The 2018 Budget - delivered on a Monday for the first time since 1962 - produced a number of surprises, not least some high-profile ‘giveaways’.
Announcements in the Budget included:
- A £650 increase in the personal allowance to £12,500 for 2019/20, the level originally pencilled in for 2020/21.
- A £3,650 increase in the higher rate threshold to £50,000, again targeted for 2020/21.
- A £25,000 increase in the pension lifetime allowance to £1,055,000 from April 2019.
- A one-third reduction in business rates on smaller retail premises, starting from next April.
- An increase in the annual investment allowance (AIA), from £200,000 to £1,000,000, from January.
However, Mr Hammond’s generosity was not all it appeared. For instance, the personal allowance and higher rate threshold will both be frozen in 2020/21, while the business rates reduction and higher AIA will only last for two years. The Chancellor also kept many tax thresholds and allowances unchanged.
A good example of the impact of frozen thresholds is the personal allowance that will continue to be tapered from an income level of £100,000. This threshold has applied since April 2010, and it creates high marginal rates for some taxpayers. Combined with the increase in the personal allowance, for income between the taper threshold of £100,000 and the starting point for additional rate tax of £150,000:
- the first £25,000 will be taxed at up to 60% (61.5% in Scotland); and
- the next £25,000 will be taxed at 40% (41% in Scotland).

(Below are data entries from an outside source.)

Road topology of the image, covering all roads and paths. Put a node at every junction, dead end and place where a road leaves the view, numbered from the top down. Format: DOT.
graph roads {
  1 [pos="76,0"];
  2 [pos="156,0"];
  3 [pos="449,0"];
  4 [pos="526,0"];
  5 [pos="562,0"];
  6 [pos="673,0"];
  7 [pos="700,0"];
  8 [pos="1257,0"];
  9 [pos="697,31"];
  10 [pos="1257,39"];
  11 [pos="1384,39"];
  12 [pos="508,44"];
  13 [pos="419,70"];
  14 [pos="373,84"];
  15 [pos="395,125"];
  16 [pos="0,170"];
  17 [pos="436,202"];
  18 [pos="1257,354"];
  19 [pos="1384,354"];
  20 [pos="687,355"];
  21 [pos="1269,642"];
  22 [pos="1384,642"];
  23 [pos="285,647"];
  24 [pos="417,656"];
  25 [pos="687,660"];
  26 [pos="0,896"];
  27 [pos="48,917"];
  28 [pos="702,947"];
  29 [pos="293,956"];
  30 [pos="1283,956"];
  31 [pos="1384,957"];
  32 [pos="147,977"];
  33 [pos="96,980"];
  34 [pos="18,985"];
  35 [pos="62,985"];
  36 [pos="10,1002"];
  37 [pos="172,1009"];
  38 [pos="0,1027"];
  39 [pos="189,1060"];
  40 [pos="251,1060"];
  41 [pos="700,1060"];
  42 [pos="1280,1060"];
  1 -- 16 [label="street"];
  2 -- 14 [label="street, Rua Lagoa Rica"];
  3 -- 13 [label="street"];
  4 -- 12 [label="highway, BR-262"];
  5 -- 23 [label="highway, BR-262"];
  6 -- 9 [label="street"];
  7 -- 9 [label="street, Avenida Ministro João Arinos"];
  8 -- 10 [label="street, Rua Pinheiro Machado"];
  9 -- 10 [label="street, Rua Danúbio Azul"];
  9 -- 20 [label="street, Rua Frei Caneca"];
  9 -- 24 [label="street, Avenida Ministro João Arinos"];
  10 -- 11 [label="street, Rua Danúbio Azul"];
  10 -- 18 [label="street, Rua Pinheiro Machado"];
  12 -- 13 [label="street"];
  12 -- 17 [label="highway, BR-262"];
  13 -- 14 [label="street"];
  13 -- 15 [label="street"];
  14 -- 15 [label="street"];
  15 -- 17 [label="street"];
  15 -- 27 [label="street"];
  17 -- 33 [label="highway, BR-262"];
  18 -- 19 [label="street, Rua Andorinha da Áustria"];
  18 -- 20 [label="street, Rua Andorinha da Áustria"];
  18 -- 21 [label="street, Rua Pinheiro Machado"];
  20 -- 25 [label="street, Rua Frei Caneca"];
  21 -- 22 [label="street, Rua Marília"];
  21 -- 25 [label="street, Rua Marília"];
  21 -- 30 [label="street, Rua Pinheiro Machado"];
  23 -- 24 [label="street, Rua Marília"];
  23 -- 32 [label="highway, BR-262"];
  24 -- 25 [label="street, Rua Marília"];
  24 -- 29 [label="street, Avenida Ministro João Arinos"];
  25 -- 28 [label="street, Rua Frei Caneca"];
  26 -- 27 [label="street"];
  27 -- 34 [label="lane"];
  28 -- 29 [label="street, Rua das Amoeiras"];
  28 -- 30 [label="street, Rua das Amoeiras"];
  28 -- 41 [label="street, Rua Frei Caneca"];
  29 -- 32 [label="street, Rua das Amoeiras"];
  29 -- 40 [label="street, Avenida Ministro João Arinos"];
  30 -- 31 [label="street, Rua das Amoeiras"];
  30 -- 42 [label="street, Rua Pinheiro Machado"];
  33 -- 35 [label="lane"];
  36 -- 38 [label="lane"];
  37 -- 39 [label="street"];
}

By far the largest element of spending announced in the Budget was for the NHS. Investment is £7.35bn out of a total £15.09bn in 2019/20, rising to £27.61bn out of a total £30.56bn in 2023/24. With such large amounts to secure for the health service, the Chancellor has limited scope to reduce personal tax in the medium term.
Tax laws are subject to change. The Financial Conduct Authority does not regulate tax advice.